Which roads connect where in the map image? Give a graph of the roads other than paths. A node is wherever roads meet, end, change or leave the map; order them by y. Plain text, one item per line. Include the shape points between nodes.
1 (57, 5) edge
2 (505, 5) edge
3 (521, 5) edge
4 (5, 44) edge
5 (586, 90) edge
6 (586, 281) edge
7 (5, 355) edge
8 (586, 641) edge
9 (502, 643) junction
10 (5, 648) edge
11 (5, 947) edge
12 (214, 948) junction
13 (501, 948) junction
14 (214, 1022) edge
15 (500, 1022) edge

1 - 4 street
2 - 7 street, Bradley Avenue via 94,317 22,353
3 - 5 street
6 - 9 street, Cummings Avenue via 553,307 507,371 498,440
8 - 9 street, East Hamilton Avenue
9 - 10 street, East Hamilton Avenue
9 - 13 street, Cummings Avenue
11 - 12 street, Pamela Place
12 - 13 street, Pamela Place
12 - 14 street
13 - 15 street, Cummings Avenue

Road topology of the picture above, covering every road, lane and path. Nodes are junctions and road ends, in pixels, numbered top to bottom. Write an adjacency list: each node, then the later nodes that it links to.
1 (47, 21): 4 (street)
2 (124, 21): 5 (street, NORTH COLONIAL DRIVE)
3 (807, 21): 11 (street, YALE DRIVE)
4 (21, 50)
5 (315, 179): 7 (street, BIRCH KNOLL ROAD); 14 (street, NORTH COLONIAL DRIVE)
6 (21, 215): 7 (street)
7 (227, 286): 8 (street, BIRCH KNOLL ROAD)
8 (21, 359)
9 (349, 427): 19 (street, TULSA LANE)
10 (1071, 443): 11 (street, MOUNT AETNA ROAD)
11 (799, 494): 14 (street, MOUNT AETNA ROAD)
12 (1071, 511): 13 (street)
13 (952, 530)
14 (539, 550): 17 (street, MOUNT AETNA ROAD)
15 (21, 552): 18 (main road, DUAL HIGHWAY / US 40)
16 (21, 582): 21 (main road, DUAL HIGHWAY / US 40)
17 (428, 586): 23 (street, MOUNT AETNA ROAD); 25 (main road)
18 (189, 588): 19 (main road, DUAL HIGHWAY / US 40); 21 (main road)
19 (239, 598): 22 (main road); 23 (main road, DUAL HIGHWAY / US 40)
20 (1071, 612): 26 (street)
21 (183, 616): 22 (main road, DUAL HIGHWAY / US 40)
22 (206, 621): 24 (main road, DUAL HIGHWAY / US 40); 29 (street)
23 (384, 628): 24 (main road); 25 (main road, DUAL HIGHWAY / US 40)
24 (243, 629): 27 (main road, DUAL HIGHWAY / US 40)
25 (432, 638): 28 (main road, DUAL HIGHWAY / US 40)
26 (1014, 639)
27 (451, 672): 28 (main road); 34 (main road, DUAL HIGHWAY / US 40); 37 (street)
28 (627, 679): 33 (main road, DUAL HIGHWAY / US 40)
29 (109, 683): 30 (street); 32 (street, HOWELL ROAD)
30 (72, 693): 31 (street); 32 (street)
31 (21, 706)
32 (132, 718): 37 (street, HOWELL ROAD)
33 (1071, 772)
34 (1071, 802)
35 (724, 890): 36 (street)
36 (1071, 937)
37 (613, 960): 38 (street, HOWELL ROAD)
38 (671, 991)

----

**Work order:** Nothing but the lines from the one containing "Road topology of" to the last line of the listing above belongs in the answer; restate each word for word.

**Response to the exercise:**
Road topology of the picture above, covering every road, lane and path. Nodes are junctions and road ends, in pixels, numbered top to bottom. Write an adjacency list: each node, then the later nodes that it links to.
1 (47, 21): 4 (street)
2 (124, 21): 5 (street, NORTH COLONIAL DRIVE)
3 (807, 21): 11 (street, YALE DRIVE)
4 (21, 50)
5 (315, 179): 7 (street, BIRCH KNOLL ROAD); 14 (street, NORTH COLONIAL DRIVE)
6 (21, 215): 7 (street)
7 (227, 286): 8 (street, BIRCH KNOLL ROAD)
8 (21, 359)
9 (349, 427): 19 (street, TULSA LANE)
10 (1071, 443): 11 (street, MOUNT AETNA ROAD)
11 (799, 494): 14 (street, MOUNT AETNA ROAD)
12 (1071, 511): 13 (street)
13 (952, 530)
14 (539, 550): 17 (street, MOUNT AETNA ROAD)
15 (21, 552): 18 (main road, DUAL HIGHWAY / US 40)
16 (21, 582): 21 (main road, DUAL HIGHWAY / US 40)
17 (428, 586): 23 (street, MOUNT AETNA ROAD); 25 (main road)
18 (189, 588): 19 (main road, DUAL HIGHWAY / US 40); 21 (main road)
19 (239, 598): 22 (main road); 23 (main road, DUAL HIGHWAY / US 40)
20 (1071, 612): 26 (street)
21 (183, 616): 22 (main road, DUAL HIGHWAY / US 40)
22 (206, 621): 24 (main road, DUAL HIGHWAY / US 40); 29 (street)
23 (384, 628): 24 (main road); 25 (main road, DUAL HIGHWAY / US 40)
24 (243, 629): 27 (main road, DUAL HIGHWAY / US 40)
25 (432, 638): 28 (main road, DUAL HIGHWAY / US 40)
26 (1014, 639)
27 (451, 672): 28 (main road); 34 (main road, DUAL HIGHWAY / US 40); 37 (street)
28 (627, 679): 33 (main road, DUAL HIGHWAY / US 40)
29 (109, 683): 30 (street); 32 (street, HOWELL ROAD)
30 (72, 693): 31 (street); 32 (street)
31 (21, 706)
32 (132, 718): 37 (street, HOWELL ROAD)
33 (1071, 772)
34 (1071, 802)
35 (724, 890): 36 (street)
36 (1071, 937)
37 (613, 960): 38 (street, HOWELL ROAD)
38 (671, 991)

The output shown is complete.